▶ How to complete this task:
From the first line to the last, print the material exactly, skipping the pictures.

▶ Records for the exercise:
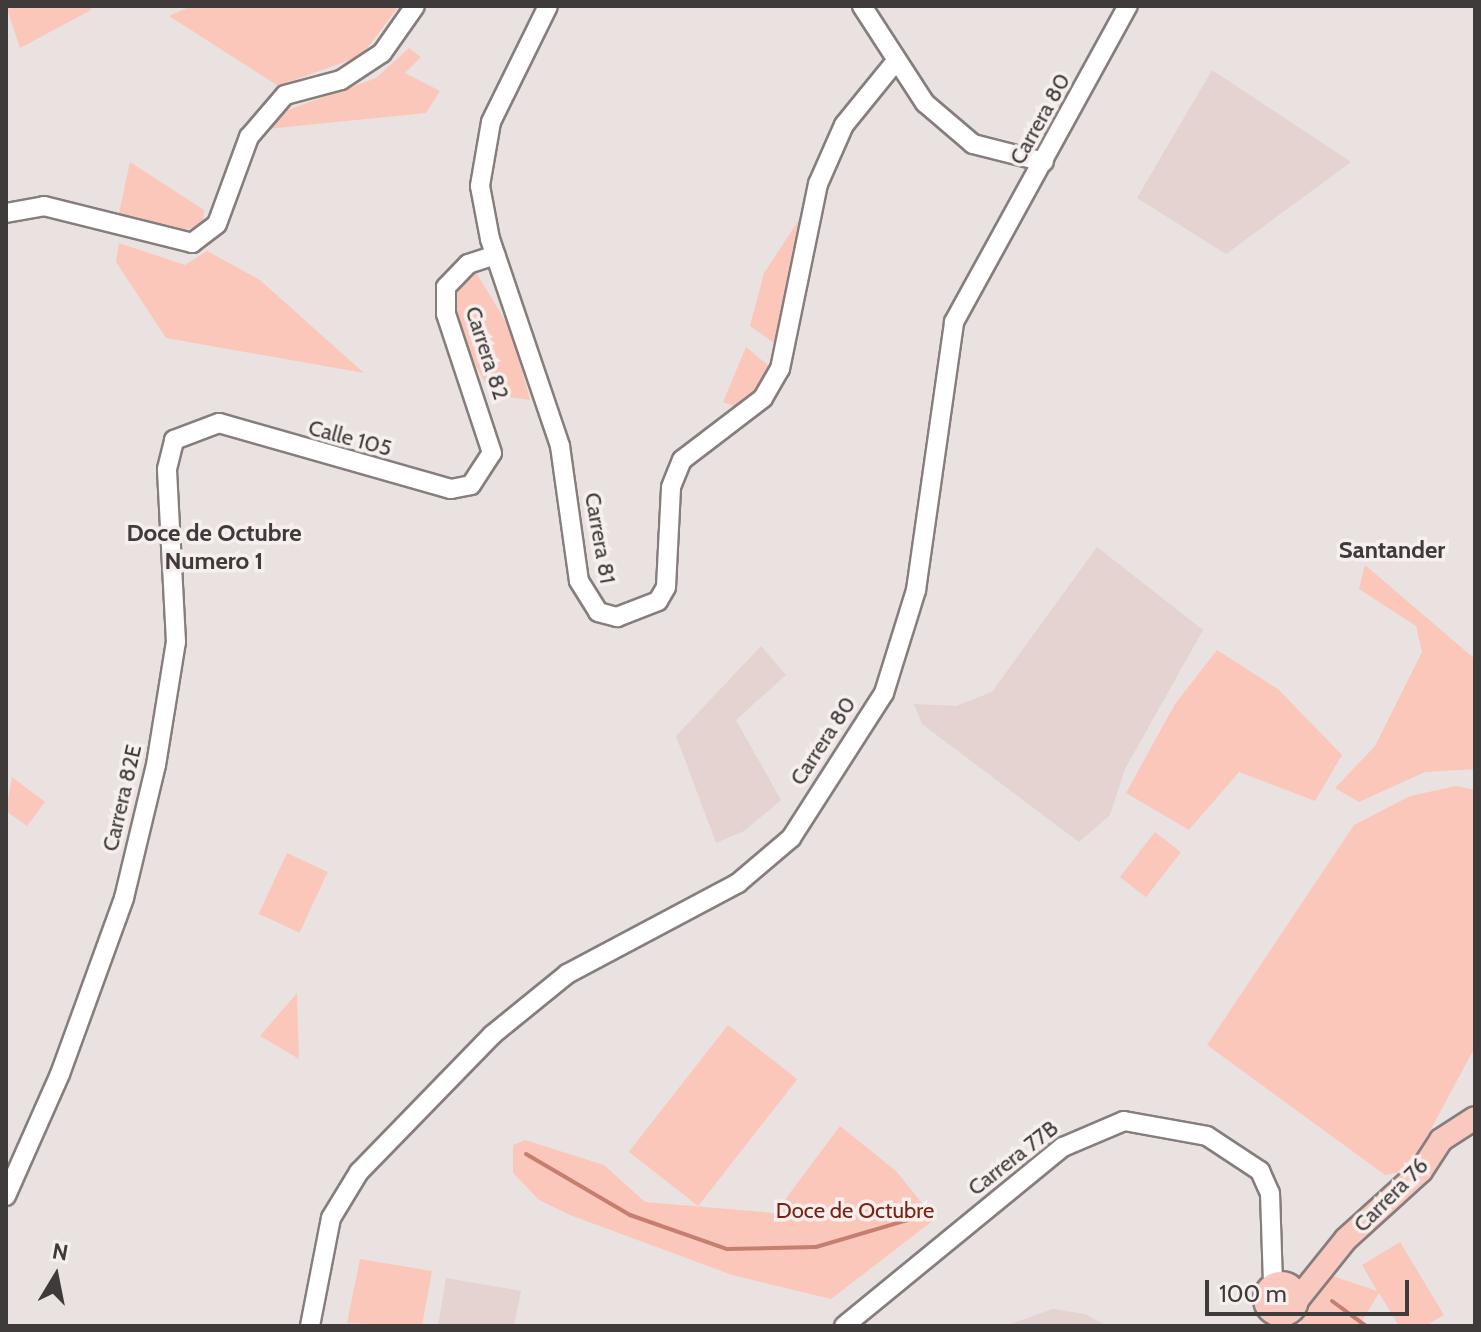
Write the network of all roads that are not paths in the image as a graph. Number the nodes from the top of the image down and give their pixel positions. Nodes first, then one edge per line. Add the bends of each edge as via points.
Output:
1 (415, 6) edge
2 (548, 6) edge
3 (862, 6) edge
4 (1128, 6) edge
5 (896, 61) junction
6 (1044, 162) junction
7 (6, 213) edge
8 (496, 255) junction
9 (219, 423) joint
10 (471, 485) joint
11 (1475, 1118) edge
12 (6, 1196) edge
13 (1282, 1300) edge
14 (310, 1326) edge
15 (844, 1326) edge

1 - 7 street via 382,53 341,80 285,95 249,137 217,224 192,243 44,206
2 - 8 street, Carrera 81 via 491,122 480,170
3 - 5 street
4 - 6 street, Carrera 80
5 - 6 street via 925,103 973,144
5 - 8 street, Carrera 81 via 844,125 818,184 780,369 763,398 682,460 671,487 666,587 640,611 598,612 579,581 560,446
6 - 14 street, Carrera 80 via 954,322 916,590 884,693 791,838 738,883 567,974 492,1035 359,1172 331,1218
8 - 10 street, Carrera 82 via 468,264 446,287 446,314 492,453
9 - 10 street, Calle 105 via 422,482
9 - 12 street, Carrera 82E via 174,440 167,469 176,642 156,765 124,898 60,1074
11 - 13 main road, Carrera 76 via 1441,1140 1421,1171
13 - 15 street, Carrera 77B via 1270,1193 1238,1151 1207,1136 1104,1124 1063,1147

▶ Exercise solution:
Write the network of all roads that are not paths in the image as a graph. Number the nodes from the top of the image down and give their pixel positions. Nodes first, then one edge per line. Add the bends of each edge as via points.
Output:
1 (415, 6) edge
2 (548, 6) edge
3 (862, 6) edge
4 (1128, 6) edge
5 (896, 61) junction
6 (1044, 162) junction
7 (6, 213) edge
8 (496, 255) junction
9 (219, 423) joint
10 (471, 485) joint
11 (1475, 1118) edge
12 (6, 1196) edge
13 (1282, 1300) edge
14 (310, 1326) edge
15 (844, 1326) edge

1 - 7 street via 382,53 341,80 285,95 249,137 217,224 192,243 44,206
2 - 8 street, Carrera 81 via 491,122 480,170
3 - 5 street
4 - 6 street, Carrera 80
5 - 6 street via 925,103 973,144
5 - 8 street, Carrera 81 via 844,125 818,184 780,369 763,398 682,460 671,487 666,587 640,611 598,612 579,581 560,446
6 - 14 street, Carrera 80 via 954,322 916,590 884,693 791,838 738,883 567,974 492,1035 359,1172 331,1218
8 - 10 street, Carrera 82 via 468,264 446,287 446,314 492,453
9 - 10 street, Calle 105 via 422,482
9 - 12 street, Carrera 82E via 174,440 167,469 176,642 156,765 124,898 60,1074
11 - 13 main road, Carrera 76 via 1441,1140 1421,1171
13 - 15 street, Carrera 77B via 1270,1193 1238,1151 1207,1136 1104,1124 1063,1147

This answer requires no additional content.